◆ **Required work**
Restate the data below word for word, and let no image into your version.

----- Available records

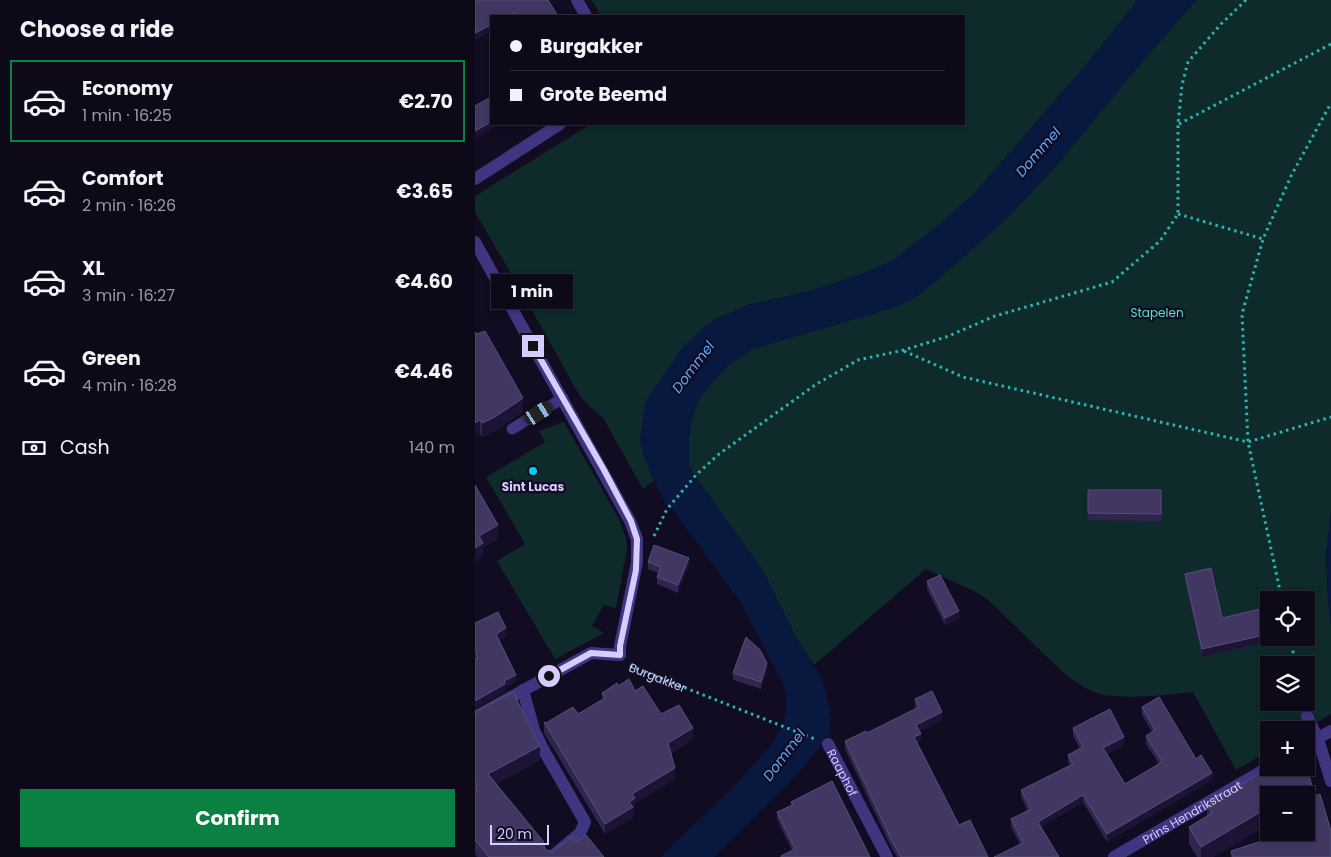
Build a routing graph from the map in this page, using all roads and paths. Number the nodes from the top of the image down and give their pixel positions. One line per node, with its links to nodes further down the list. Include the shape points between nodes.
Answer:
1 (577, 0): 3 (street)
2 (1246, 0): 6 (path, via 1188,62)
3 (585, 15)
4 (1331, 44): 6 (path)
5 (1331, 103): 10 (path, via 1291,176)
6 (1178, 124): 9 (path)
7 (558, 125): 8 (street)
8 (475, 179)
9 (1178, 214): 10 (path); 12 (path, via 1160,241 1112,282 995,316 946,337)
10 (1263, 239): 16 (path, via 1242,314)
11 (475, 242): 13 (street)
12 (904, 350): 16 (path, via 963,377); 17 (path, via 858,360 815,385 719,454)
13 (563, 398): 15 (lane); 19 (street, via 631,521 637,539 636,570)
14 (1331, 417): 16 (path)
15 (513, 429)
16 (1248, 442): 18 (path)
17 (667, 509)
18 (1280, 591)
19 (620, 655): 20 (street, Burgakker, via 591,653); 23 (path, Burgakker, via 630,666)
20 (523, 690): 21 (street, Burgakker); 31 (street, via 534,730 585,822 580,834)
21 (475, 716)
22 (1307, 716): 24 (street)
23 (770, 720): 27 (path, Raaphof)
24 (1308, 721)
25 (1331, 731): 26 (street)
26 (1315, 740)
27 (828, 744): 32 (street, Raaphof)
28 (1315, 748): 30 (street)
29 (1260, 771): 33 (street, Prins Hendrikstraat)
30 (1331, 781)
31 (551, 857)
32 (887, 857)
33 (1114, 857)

----------

◆ **Expected answer**
Build a routing graph from the map in this page, using all roads and paths. Number the nodes from the top of the image down and give their pixel positions. One line per node, with its links to nodes further down the list. Include the shape points between nodes.
Answer:
1 (577, 0): 3 (street)
2 (1246, 0): 6 (path, via 1188,62)
3 (585, 15)
4 (1331, 44): 6 (path)
5 (1331, 103): 10 (path, via 1291,176)
6 (1178, 124): 9 (path)
7 (558, 125): 8 (street)
8 (475, 179)
9 (1178, 214): 10 (path); 12 (path, via 1160,241 1112,282 995,316 946,337)
10 (1263, 239): 16 (path, via 1242,314)
11 (475, 242): 13 (street)
12 (904, 350): 16 (path, via 963,377); 17 (path, via 858,360 815,385 719,454)
13 (563, 398): 15 (lane); 19 (street, via 631,521 637,539 636,570)
14 (1331, 417): 16 (path)
15 (513, 429)
16 (1248, 442): 18 (path)
17 (667, 509)
18 (1280, 591)
19 (620, 655): 20 (street, Burgakker, via 591,653); 23 (path, Burgakker, via 630,666)
20 (523, 690): 21 (street, Burgakker); 31 (street, via 534,730 585,822 580,834)
21 (475, 716)
22 (1307, 716): 24 (street)
23 (770, 720): 27 (path, Raaphof)
24 (1308, 721)
25 (1331, 731): 26 (street)
26 (1315, 740)
27 (828, 744): 32 (street, Raaphof)
28 (1315, 748): 30 (street)
29 (1260, 771): 33 (street, Prins Hendrikstraat)
30 (1331, 781)
31 (551, 857)
32 (887, 857)
33 (1114, 857)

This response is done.